I really think we are well past the time when our society, starting with broadcast media, begins to openly shun, delegitimize, and root out people who call themselves right wing and even "conservative." To rephrase what William Buckley and Brent Bozell, Sr. wrote in their defense of Joseph McCarthy, at page 333 of their book, McCarthy & His Enemies (1954): "Some day, the patience of America may at last be exhausted, and we will strike out against (Conservatives). Not because they are treacherous...but because...we will conclude 'that they are mistaken in their predictions, false in their analyses, wrong in their advice, and through the results of their actions injurious to the interests of the nation. That is a reason enough to strive to free the conduct of the country's affairs from the influence of them and their works.'" Except, Buckley and Bozell were talking not of "conservatives," but "liberals."
A major part of Buckley/Bozell's defense of the Red Scare and McCarthyism was to ensure we would not only delegitimize aggressive labor union leaders, and assorted "Reds," but also ensure there would never be another New Deal. The Red Scare political strategists and warriors came first for the New Deal internationalists, who sought detente in the first years after WWII, and were treated as if they were all traitors (not all were innocent of the charge, but most were). Then, the project was to ensure no socialist or communist was part of any major corporate owned media conversation so that the liberals became the "left." Then, even after McCarthy's censure in the Senate (for daring to go after the military as Communist tinged, the way the modern right wingers say the military has gone "woke"), the project was to continue to ensure no socialist or communist was ever part of the conversation, but began to turn "liberal" into not only a sign of weakness, but an ideology designed to take "your" money to give to those "undeserving." And it is how we got to the point where Michael Dukakis, the Democratic Party's technocratic, and only culturally liberal (not a New Dealer in economics by a long shot) nominee for president in 1988, was treated as if he was foreign to American "values."

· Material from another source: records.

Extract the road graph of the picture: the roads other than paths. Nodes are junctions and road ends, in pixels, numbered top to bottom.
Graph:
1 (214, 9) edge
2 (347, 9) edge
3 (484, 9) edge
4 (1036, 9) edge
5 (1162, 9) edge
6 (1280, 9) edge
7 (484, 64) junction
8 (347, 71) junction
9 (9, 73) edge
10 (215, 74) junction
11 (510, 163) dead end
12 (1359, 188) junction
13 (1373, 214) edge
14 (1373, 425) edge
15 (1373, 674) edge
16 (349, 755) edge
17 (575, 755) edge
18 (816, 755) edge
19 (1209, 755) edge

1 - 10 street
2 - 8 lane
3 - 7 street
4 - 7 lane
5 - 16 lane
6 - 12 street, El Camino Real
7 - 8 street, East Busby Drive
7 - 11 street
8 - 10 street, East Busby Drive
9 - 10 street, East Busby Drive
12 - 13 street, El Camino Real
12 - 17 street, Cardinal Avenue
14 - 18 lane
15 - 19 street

If you ever want to understand how "liberal" became a dirty word in American politics, the Buckley/Bozell project and the Cold War should supply the answer. But, again, this has been a learning year for many Americans. Your right wing, racist aunts, uncles, parents, grandparents, and friends need to be confronted for their cruelty, their racism, their sexism, their ignorance, and told they are no longer entitled to be part of the political discourse. We don't need their opinions, even when they may be reasonable, because others who are not cruel, racist, sexist, and ignorant may have positions such as (a) don't spend too much taxpayer money; (b) maintain a strong military presence or police; and (c) the importance of religion in our lives as we search for meaningful relationships and communities.
Again, it is now past time to recognize that voting for most Republicans as a general proposition--I, too, have a single exception where I am voting Republican this year, believe it or not--is to undermine America's best values, and they are no longer fit for being part of a civilized discourse. They should be treated as traitors and shunned until they renounce their delusions, recognize their views have been injurious to our nation, and have been wrong in their advice for what ails our communities, our nation, and our planet. When we treat the modern Republican Party as anything other than an organization designed to undermine our way of life, we are undermining ourselves. Again, you want to tell us we shouldn't spend too much taxpayer money on various programs, for the common defense or welfare, to quote our Constitution? Fine. You want to tell us we need to maintain a strong military or police force? Fine. You want to tell us about the importance of religion in our lives? Fine. But, first make sure you are no longer supporting the Republican Party as an institution, renounce Trump, and his minion political figures running for office this year, and begin, and I mean, begin to prove your loyalty to what has truly made America great.